なお、無料相談を受け付けている法律事務所でも、無料なのは初回の30分~1時間程度のみで、その後は有料となるのが一般的です。無料の範囲は事務所によって異なりますので、事前に確認しましょう。
(3)着手金無料または分割払いの事務所を探す
数十万円の着手金を一度に支払うことは難しくても、分割なら支払える場合もあるでしょう。着手金の分割払いに対応している法律事務所も多いので、探してみましょう。
事務所のホームページなどで「着手金の分割払い可」と記載されていなくても、相談すれば分割払いに応じてくれる事務所は少なくありません。無料相談を利用して相談してみることをおすすめします。
また、慰謝料などの金銭獲得が見込まれる事案では、着手金を無料とし、成功報酬で精算する法律事務所もあります。ただし、着手金無料の事務所では成功報酬が割高に設定されているため、トータルの弁護士費用がかえって高くつく可能性もあります。
弁護士費用の見積もりを取って比較検討する際には、トータルの金額を確認することが大切です。
(4)法テラスを利用する
法テラスでは、経済力が十分でない人のために弁護士費用の立て替え払いをしてくれる「民事法律扶助」という制度が利用できます。
この制度を利用した場合には、通常の法律事務所の料金体系よりも低額の報酬基準で弁護士費用が算定されます。かつ、その弁護士費用は法テラスから弁護士へ立て替え払いされますので、初期費用がかかりません。
利用者は立替金を法テラスに償還することになりますが、原則として毎月1万円ずつの分割払いとなります。
民事法律扶助制度を利用するには、収入や資産の額が一定の基準以下でなければならないなど、いくつかの条件を満たす必要があります。詳しくはこちらの記事で解説していますので、ご参照ください。
(5)弁護士保険を使う
最近は、「弁護士保険」が普及しつつあります。もし、あなたが弁護士保険に加入している場合は、契約上の限度額の範囲内で弁護士費用を保険から支払ってもらえます。
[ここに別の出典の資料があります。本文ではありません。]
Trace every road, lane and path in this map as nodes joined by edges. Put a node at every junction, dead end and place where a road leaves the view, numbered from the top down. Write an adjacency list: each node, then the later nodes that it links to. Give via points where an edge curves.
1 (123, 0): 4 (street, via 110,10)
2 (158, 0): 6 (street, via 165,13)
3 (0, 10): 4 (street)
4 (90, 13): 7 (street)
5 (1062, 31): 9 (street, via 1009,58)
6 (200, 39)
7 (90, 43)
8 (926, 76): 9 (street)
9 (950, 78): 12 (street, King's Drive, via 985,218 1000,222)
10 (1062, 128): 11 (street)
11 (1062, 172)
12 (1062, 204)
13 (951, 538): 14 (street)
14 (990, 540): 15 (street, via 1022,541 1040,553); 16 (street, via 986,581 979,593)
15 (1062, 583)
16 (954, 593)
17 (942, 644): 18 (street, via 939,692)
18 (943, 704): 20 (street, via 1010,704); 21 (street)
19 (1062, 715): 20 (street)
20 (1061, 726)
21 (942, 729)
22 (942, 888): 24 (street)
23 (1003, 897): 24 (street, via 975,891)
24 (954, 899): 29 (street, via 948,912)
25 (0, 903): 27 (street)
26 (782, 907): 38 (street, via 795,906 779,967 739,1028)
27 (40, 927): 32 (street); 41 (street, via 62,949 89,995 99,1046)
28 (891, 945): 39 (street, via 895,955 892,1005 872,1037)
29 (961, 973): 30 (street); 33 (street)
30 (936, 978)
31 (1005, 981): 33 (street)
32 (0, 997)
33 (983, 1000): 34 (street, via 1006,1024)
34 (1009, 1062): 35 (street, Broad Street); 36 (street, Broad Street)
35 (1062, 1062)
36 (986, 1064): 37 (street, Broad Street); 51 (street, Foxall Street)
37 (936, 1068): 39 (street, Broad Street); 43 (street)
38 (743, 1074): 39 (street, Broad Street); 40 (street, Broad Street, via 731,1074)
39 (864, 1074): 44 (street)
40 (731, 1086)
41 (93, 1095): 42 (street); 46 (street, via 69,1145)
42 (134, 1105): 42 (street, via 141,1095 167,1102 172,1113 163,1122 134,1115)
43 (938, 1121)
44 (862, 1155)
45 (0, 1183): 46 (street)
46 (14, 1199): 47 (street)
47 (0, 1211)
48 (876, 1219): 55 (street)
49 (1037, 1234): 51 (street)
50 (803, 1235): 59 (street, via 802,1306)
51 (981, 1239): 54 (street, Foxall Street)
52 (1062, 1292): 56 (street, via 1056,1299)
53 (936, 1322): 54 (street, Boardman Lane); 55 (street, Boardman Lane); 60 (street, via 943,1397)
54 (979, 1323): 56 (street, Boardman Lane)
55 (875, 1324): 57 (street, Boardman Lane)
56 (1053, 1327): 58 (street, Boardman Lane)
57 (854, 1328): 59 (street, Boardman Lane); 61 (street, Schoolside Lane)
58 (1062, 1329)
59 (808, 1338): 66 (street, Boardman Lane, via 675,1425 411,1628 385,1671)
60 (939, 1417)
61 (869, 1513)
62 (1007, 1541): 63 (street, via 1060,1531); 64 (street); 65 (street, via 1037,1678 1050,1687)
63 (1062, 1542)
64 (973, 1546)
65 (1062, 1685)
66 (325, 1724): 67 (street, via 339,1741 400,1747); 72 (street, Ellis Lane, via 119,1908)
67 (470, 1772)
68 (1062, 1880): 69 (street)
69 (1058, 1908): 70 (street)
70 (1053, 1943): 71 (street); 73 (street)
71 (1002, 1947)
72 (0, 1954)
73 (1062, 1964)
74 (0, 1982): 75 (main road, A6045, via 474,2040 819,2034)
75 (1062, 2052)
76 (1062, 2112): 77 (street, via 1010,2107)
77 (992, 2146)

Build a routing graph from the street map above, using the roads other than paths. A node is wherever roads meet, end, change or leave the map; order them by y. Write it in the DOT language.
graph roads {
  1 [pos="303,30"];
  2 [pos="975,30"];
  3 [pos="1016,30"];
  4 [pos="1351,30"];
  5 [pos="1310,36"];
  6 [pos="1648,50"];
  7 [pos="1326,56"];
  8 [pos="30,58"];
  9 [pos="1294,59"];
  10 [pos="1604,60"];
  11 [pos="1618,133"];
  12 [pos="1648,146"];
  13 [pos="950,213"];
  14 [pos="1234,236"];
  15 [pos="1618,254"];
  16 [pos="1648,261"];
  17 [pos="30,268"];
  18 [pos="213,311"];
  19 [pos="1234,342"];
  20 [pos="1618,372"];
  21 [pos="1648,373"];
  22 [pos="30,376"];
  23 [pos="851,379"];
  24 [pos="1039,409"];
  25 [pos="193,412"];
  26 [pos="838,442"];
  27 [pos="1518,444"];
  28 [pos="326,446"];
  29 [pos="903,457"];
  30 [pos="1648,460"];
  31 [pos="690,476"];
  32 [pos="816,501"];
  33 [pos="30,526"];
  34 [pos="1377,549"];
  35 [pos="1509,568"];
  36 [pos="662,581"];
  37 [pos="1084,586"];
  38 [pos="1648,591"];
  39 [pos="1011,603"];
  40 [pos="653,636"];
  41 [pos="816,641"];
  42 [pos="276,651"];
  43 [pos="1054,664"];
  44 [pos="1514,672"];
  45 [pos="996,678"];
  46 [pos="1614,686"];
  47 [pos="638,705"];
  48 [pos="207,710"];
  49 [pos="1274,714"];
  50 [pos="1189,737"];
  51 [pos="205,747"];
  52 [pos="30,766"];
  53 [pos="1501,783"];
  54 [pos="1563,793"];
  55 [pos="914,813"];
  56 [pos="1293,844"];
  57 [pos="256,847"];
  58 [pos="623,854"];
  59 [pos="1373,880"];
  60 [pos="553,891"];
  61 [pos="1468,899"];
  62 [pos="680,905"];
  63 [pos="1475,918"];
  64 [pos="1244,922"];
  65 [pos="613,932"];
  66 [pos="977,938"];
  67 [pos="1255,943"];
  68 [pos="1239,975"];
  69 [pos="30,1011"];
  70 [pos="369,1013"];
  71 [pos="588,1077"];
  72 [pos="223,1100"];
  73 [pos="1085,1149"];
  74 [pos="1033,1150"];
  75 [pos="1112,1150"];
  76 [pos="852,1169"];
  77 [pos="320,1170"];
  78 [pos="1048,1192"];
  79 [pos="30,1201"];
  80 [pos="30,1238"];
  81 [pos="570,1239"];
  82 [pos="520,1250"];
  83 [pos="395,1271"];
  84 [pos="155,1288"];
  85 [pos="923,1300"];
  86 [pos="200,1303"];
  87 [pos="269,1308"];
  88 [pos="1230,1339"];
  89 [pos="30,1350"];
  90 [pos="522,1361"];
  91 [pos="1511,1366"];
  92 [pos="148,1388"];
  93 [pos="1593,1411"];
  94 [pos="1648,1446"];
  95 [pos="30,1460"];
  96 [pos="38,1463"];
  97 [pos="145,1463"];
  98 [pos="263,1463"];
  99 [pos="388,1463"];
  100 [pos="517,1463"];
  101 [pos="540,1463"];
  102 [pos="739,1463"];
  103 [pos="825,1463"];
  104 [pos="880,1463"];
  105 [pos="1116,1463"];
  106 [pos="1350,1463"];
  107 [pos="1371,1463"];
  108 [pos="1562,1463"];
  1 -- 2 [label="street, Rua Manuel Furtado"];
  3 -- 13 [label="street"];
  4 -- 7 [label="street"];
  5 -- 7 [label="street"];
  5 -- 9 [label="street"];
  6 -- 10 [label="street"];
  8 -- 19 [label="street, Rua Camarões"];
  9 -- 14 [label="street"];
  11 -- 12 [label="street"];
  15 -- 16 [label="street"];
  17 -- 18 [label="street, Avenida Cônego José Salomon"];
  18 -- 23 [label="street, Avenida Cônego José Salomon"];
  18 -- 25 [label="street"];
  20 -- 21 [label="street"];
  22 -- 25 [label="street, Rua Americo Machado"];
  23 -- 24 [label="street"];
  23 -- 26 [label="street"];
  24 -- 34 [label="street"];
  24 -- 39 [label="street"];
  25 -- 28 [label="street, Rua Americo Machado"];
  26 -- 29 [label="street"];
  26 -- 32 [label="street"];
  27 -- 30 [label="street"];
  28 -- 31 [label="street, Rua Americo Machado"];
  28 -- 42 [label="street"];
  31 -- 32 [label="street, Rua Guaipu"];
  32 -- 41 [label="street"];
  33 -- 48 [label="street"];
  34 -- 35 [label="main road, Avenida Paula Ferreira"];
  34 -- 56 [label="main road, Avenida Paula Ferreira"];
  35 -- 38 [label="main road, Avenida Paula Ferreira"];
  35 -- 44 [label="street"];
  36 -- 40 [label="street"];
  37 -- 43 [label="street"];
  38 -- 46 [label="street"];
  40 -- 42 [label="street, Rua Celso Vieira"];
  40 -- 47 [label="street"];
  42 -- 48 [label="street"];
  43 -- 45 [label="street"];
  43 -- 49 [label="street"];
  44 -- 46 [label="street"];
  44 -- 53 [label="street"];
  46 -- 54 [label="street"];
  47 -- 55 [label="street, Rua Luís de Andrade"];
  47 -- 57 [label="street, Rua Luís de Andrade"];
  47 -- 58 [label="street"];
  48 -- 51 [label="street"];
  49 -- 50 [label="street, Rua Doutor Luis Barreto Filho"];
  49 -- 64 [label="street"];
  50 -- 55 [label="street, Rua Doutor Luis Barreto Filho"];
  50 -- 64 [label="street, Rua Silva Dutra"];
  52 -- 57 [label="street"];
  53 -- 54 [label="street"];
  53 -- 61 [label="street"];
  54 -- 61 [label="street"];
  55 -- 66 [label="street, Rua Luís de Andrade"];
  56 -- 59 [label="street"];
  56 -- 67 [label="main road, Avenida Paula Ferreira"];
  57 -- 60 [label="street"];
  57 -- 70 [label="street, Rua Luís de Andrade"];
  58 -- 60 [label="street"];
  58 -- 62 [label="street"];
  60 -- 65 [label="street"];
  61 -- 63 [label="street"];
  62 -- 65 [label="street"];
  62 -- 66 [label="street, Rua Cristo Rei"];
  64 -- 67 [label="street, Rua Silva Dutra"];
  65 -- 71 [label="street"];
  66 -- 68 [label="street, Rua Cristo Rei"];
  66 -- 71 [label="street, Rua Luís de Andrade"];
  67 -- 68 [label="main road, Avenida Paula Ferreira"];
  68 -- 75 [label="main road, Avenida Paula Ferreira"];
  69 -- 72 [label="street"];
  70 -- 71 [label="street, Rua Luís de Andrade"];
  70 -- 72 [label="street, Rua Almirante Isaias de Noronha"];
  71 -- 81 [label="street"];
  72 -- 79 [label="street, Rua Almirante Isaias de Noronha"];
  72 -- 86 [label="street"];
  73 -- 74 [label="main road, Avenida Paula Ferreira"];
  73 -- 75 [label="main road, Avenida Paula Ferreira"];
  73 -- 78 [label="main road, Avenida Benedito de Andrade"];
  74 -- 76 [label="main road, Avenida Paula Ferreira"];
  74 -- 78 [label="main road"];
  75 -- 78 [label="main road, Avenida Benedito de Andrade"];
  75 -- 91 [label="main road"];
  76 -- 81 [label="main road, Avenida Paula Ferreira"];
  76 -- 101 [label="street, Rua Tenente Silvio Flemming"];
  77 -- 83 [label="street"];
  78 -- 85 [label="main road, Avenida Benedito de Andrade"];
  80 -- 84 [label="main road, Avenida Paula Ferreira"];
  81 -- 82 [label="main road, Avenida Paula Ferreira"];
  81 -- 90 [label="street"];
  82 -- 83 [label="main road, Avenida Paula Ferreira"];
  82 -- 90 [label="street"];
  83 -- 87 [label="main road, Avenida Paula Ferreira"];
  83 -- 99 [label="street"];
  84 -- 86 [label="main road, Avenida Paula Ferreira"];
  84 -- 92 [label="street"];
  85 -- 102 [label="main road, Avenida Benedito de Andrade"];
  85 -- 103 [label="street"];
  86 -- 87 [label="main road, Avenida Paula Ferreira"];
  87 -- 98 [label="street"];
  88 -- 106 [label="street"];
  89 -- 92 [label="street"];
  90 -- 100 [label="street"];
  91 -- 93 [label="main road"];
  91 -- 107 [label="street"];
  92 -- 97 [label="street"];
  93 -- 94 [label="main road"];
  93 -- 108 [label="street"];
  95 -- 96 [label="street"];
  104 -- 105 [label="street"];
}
ただし、弁護士保険には一定類型の事案について「不担保期間」が定められていることに注意が必要です。不担保期間中に弁護士に依頼しても、保険金は支払われません。離婚事件については、契約の始期(責任開始日)から3年間を不担保期間と定められているのが一般的です。
したがって、離婚問題に直面している方が今から弁護士保険に加入して、保険で離婚の弁護士費用を支払うことは難しいといわざるを得ません。
現在、離婚するかどうかで迷っている場合は、後々に備えて弁護士保険への加入を検討するのもよいでしょう。